Top of DATA RECORDS
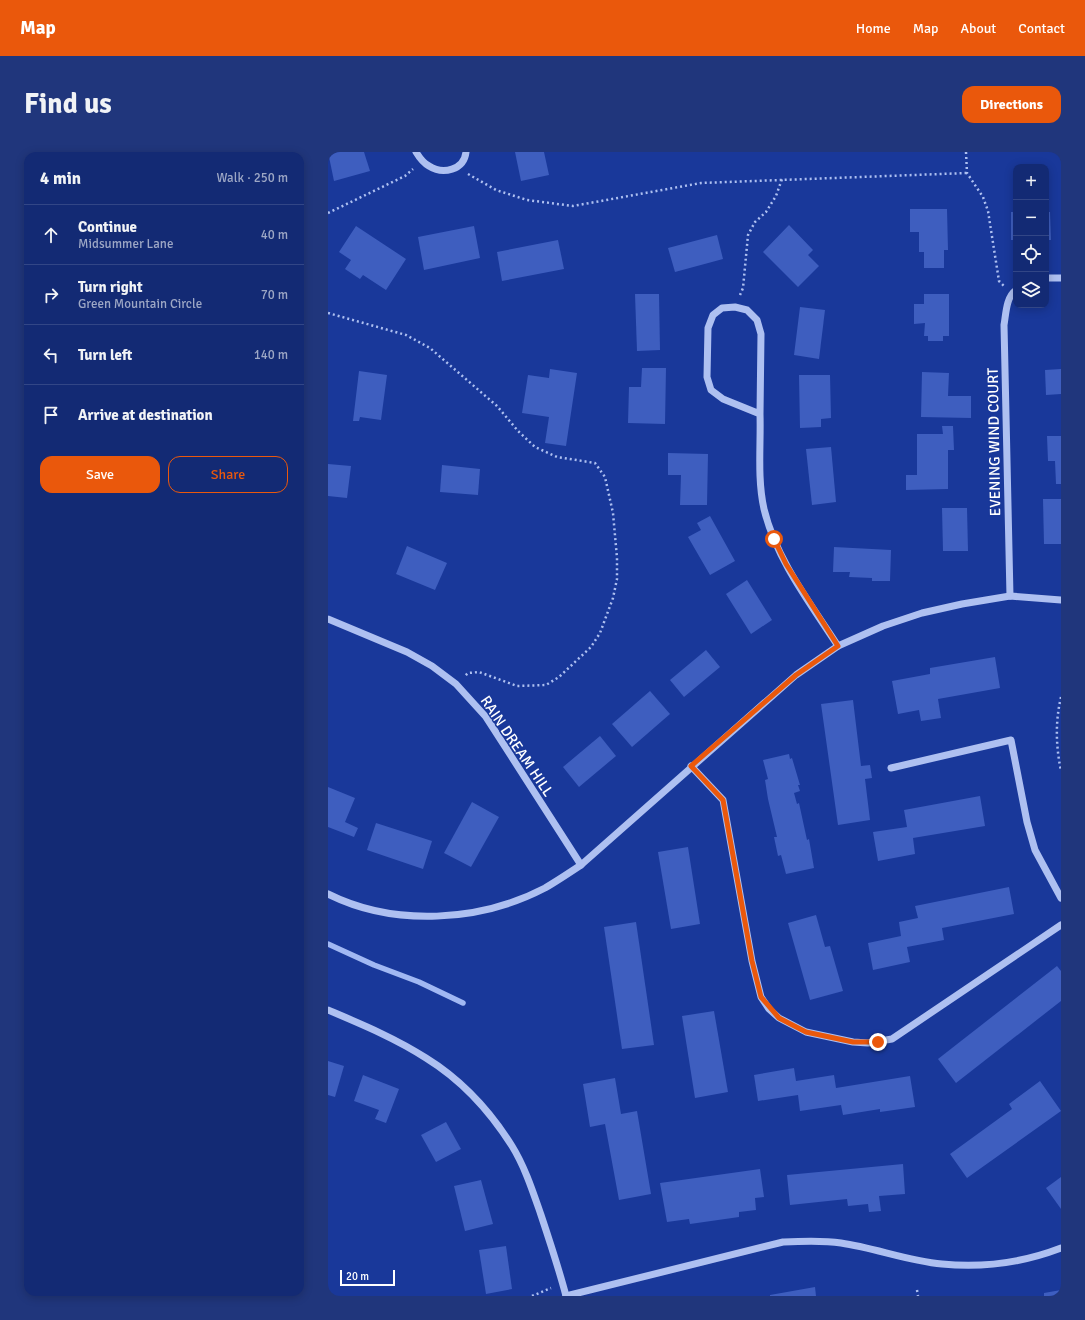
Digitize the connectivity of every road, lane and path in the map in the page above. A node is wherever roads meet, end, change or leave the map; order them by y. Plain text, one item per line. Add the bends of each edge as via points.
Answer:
1 (416, 152) edge
2 (466, 152) edge
3 (966, 152) edge
4 (422, 161) junction
5 (458, 167) junction
6 (967, 173) junction
7 (782, 179) junction
8 (328, 213) edge
9 (1049, 278) edge
10 (1061, 278) edge
11 (1013, 290) edge
12 (1013, 293) edge
13 (735, 307) junction
14 (328, 313) edge
15 (760, 414) junction
16 (1010, 596) junction
17 (1061, 600) edge
18 (328, 619) edge
19 (838, 646) junction
20 (456, 684) junction
21 (1061, 697) edge
22 (691, 766) junction
23 (891, 768) dead end
24 (1061, 771) edge
25 (581, 865) junction
26 (328, 894) edge
27 (1061, 898) edge
28 (1061, 925) edge
29 (328, 1010) edge
30 (1061, 1248) edge
31 (563, 1283) junction
32 (917, 1290) dead end
33 (532, 1296) edge
34 (566, 1296) edge
35 (918, 1296) edge

1 - 4 street
2 - 5 street via 466,158
3 - 6 path
4 - 5 street via 437,170 446,171
4 - 8 path via 405,176
5 - 7 path via 496,190 527,200 573,206 701,183
6 - 7 path
6 - 11 path via 983,197 988,211 999,281
7 - 13 path via 776,196 748,235 743,288
9 - 10 street
12 - 16 street, EVENING WIND COURT via 1007,307 1004,326
13 - 15 street via 747,310 757,320 761,334
13 - 15 street via 722,308 713,315 708,328 707,377 711,390
14 - 20 path via 406,335 430,348 497,406 535,447 557,457 595,463 606,477 613,513 617,578 613,598 600,633 591,647 546,685 517,686 478,672 468,673
15 - 19 street via 760,484 764,509 774,539 786,564
16 - 17 street
16 - 19 street via 922,613 883,626
18 - 20 street, RAIN DREAM HILL via 407,652
19 - 22 street via 796,675
20 - 25 street, RAIN DREAM HILL via 486,717
21 - 24 path via 1057,713
22 - 25 street
22 - 28 street via 723,800 752,961 761,997 779,1018 806,1032 853,1042 868,1043 892,1038
23 - 27 street via 1011,740 1035,850
25 - 26 street via 545,888 516,901 485,911 457,916 392,914
29 - 31 street via 378,1032 426,1058 451,1076 476,1100 512,1146 530,1182
30 - 34 street via 1012,1263 980,1266 941,1264 841,1243 783,1242
31 - 33 path
31 - 34 street
32 - 35 path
Bottom of DATA RECORDS
PROBLEM STATEMENT - Read through the material above, and whenever a line contains "RAIN", copy it.

OUTPUT BELOW -
18 - 20 street, RAIN DREAM HILL via 407,652
20 - 25 street, RAIN DREAM HILL via 486,717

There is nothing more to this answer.